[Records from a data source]

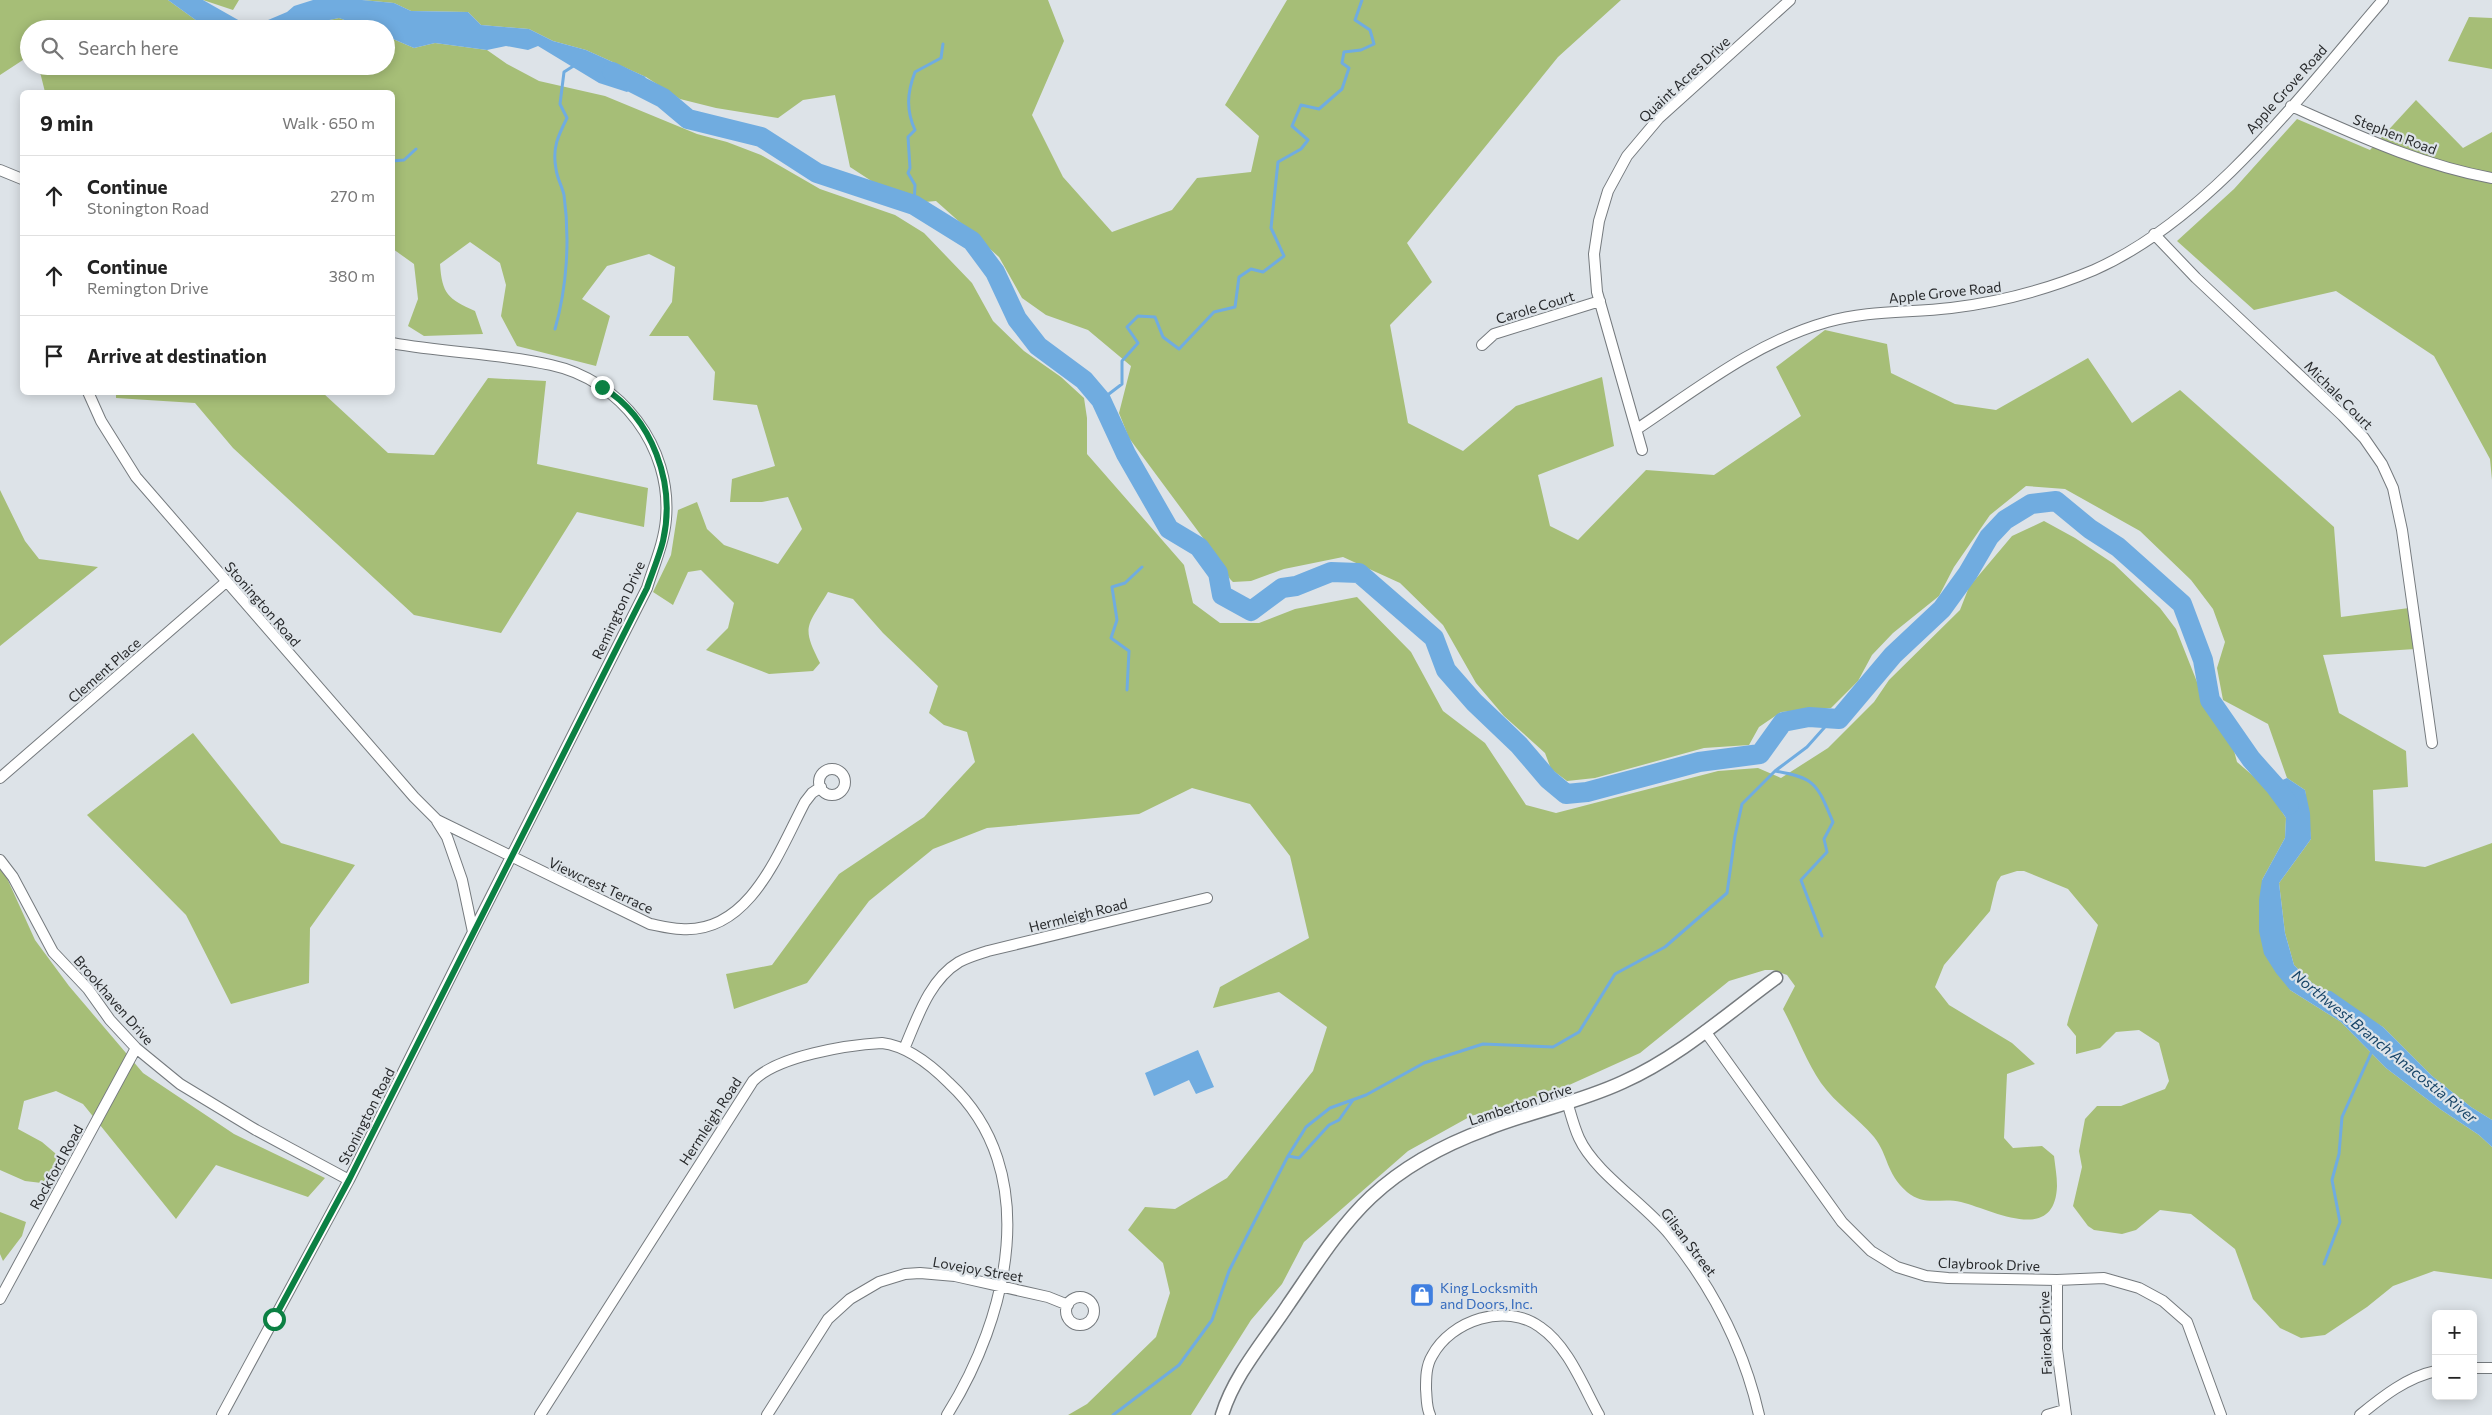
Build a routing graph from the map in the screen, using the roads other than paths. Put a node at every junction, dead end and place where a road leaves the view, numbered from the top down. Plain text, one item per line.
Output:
1 (1790, 0) edge
2 (2383, 0) edge
3 (2291, 106) junction
4 (0, 170) edge
5 (20, 178) edge
6 (2492, 178) edge
7 (2154, 234) junction
8 (1600, 301) junction
9 (395, 343) edge
10 (1482, 345) dead end
11 (89, 395) edge
12 (1637, 429) junction
13 (1642, 450) dead end
14 (226, 582) junction
15 (2432, 743) dead end
16 (0, 778) edge
17 (821, 787) dead end
18 (437, 820) junction
19 (511, 858) junction
20 (0, 860) edge
21 (1207, 898) dead end
22 (473, 932) junction
23 (1776, 978) dead end
24 (1705, 1031) junction
25 (136, 1048) junction
26 (904, 1049) junction
27 (1568, 1105) junction
28 (349, 1180) junction
29 (2058, 1280) junction
30 (999, 1286) junction
31 (0, 1299) edge
32 (1068, 1305) dead end
33 (2477, 1368) edge
34 (2492, 1368) edge
35 (2432, 1372) edge
36 (2065, 1412) edge
37 (222, 1415) edge
38 (540, 1415) edge
39 (767, 1415) edge
40 (947, 1415) edge
41 (1222, 1415) edge
42 (1430, 1415) edge
43 (1599, 1415) edge
44 (1759, 1415) edge
45 (2048, 1415) edge
46 (2221, 1415) edge
47 (2360, 1415) edge

1 - 8 street, Quaint Acres Drive
2 - 3 street, Apple Grove Road
3 - 6 street, Stephen Road
3 - 7 street, Apple Grove Road
4 - 5 street
7 - 12 street, Apple Grove Road
7 - 15 street, Michale Court
8 - 10 street, Carole Court
8 - 12 street, Quaint Acres Drive
9 - 19 street, Remington Drive
11 - 14 street, Stonington Road
12 - 13 street, Quaint Acres Drive
14 - 16 street, Clement Place
14 - 18 street, Stonington Road
17 - 19 street, Viewcrest Terrace
18 - 19 street, Stonington Road
18 - 22 street, Stonington Road
19 - 22 street, Remington Drive
20 - 25 street, Brookhaven Drive
21 - 26 street, Hermleigh Road
22 - 28 street, Stonington Road
23 - 24 street, Lamberton Drive
24 - 27 street, Lamberton Drive
24 - 29 street, Claybrook Drive
25 - 28 street, Brookhaven Drive
25 - 31 street, Rockford Road
26 - 30 street
26 - 38 street, Hermleigh Road
27 - 41 street, Lamberton Drive
27 - 44 street, Gilsan Street
28 - 37 street, Stonington Road
29 - 36 street, Fairoak Drive
29 - 46 street, Claybrook Drive
30 - 32 street, Lovejoy Street
30 - 39 street, Lovejoy Street
30 - 40 street
33 - 34 street
35 - 47 street
36 - 45 street
42 - 43 street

**Required work:**
Could you print all of the entries above exactly as written, minus the pictures?

**Answer space:**
Build a routing graph from the map in the screen, using the roads other than paths. Put a node at every junction, dead end and place where a road leaves the view, numbered from the top down. Plain text, one item per line.
Output:
1 (1790, 0) edge
2 (2383, 0) edge
3 (2291, 106) junction
4 (0, 170) edge
5 (20, 178) edge
6 (2492, 178) edge
7 (2154, 234) junction
8 (1600, 301) junction
9 (395, 343) edge
10 (1482, 345) dead end
11 (89, 395) edge
12 (1637, 429) junction
13 (1642, 450) dead end
14 (226, 582) junction
15 (2432, 743) dead end
16 (0, 778) edge
17 (821, 787) dead end
18 (437, 820) junction
19 (511, 858) junction
20 (0, 860) edge
21 (1207, 898) dead end
22 (473, 932) junction
23 (1776, 978) dead end
24 (1705, 1031) junction
25 (136, 1048) junction
26 (904, 1049) junction
27 (1568, 1105) junction
28 (349, 1180) junction
29 (2058, 1280) junction
30 (999, 1286) junction
31 (0, 1299) edge
32 (1068, 1305) dead end
33 (2477, 1368) edge
34 (2492, 1368) edge
35 (2432, 1372) edge
36 (2065, 1412) edge
37 (222, 1415) edge
38 (540, 1415) edge
39 (767, 1415) edge
40 (947, 1415) edge
41 (1222, 1415) edge
42 (1430, 1415) edge
43 (1599, 1415) edge
44 (1759, 1415) edge
45 (2048, 1415) edge
46 (2221, 1415) edge
47 (2360, 1415) edge

1 - 8 street, Quaint Acres Drive
2 - 3 street, Apple Grove Road
3 - 6 street, Stephen Road
3 - 7 street, Apple Grove Road
4 - 5 street
7 - 12 street, Apple Grove Road
7 - 15 street, Michale Court
8 - 10 street, Carole Court
8 - 12 street, Quaint Acres Drive
9 - 19 street, Remington Drive
11 - 14 street, Stonington Road
12 - 13 street, Quaint Acres Drive
14 - 16 street, Clement Place
14 - 18 street, Stonington Road
17 - 19 street, Viewcrest Terrace
18 - 19 street, Stonington Road
18 - 22 street, Stonington Road
19 - 22 street, Remington Drive
20 - 25 street, Brookhaven Drive
21 - 26 street, Hermleigh Road
22 - 28 street, Stonington Road
23 - 24 street, Lamberton Drive
24 - 27 street, Lamberton Drive
24 - 29 street, Claybrook Drive
25 - 28 street, Brookhaven Drive
25 - 31 street, Rockford Road
26 - 30 street
26 - 38 street, Hermleigh Road
27 - 41 street, Lamberton Drive
27 - 44 street, Gilsan Street
28 - 37 street, Stonington Road
29 - 36 street, Fairoak Drive
29 - 46 street, Claybrook Drive
30 - 32 street, Lovejoy Street
30 - 39 street, Lovejoy Street
30 - 40 street
33 - 34 street
35 - 47 street
36 - 45 street
42 - 43 street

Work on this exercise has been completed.